Why Data Types Matter

• Memory efficiency – each type occupies a defined amount of storage.
• Correct calculations – integer division vs. real‑valued division, rounding, precision.
• Run‑time safety – prevents overflow, under‑flow and type‑mismatch errors.
• Readability & maintainability – a clear type tells the programmer what the data represents.

Primitive Data Types (Cambridge Specification)

Type	Typical Size (bits)	Range / Values	Typical Use
INTEGER	32	‑231 to 231‑1	Whole numbers, counters, indexes
REAL	32 (single) or 64 (double)	≈ ±3.4 × 1038 (≈7 dp) or ±1.8 × 10308 (≈15 dp)	Measurements, scientific calculations, monetary values (when fixed‑point is not required)
CHAR	8	ASCII characters 0…127	Single characters, codes
STRING	Variable (1 byte per character)	Sequence of CHAR values; length fixed in the declaration	Names, messages, textual data
BOOLEAN	1 (conceptually)	TRUE / FALSE	Logical conditions, flags
DATE	Variable (often three INTEGER fields)	Valid calendar dates, e.g. 2025‑12‑30	Birth dates, timestamps, scheduling

Derived Data Types (Cambridge Specification)

• ARRAY – ordered collection of elements of the same primitive (or record) type.
• RECORD – grouping of fields that may be of different primitive types; models a real‑world entity.
• FILE – sequential collection of records stored on secondary storage; accessed with OPEN, READ, WRITE, CLOSE.

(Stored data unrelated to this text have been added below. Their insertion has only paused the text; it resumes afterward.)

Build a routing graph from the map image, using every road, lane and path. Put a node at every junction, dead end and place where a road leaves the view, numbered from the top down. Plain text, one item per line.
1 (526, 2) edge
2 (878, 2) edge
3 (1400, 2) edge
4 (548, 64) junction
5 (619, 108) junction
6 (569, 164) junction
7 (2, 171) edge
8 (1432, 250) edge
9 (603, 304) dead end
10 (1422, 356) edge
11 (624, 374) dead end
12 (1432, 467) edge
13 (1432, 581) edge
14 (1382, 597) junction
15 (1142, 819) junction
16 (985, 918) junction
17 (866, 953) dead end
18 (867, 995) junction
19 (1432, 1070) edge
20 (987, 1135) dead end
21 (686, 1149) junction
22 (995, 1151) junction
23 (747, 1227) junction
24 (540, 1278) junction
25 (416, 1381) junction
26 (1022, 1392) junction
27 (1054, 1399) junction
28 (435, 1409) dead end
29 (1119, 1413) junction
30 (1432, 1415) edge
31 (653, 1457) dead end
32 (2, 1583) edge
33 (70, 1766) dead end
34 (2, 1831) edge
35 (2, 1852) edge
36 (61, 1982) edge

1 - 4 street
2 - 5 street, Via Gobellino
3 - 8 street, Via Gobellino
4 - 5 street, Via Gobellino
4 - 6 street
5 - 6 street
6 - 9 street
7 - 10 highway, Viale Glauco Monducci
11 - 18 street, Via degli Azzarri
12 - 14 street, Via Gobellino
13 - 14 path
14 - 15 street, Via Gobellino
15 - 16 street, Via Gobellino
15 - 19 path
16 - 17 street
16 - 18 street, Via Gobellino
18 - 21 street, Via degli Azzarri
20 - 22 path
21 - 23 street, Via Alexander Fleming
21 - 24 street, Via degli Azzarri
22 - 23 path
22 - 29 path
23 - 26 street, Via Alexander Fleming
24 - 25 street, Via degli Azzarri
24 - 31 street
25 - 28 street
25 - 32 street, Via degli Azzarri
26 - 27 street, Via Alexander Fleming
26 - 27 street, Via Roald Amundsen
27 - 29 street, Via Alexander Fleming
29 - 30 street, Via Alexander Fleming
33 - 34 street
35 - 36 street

Assessment Objective (AO) Mapping

AO	What is assessed	How the notes address it
AO1	Recall terminology and definitions	Lists of primitive/derived types, syntax for RECORD, ARRAY and FILE
AO2	Select appropriate data types and justify choices	Decision checklist, examples with justification, AO‑mapping table
AO3	Design and use records, arrays and files in a program	Full record definitions, identifier tables, array declaration, file‑handling snippets, bubble‑sort/linear‑search examples

Designing a Record – Step‑by‑Step

1. Identify the real‑world entity to be modelled.
2. List every attribute (field) that must be stored.
3. Choose the most suitable primitive type for each attribute, considering range, precision and any special constraints (e.g., maximum string length).
4. Write the record definition in Cambridge‑style pseudocode.
5. Provide an identifier table that documents each field.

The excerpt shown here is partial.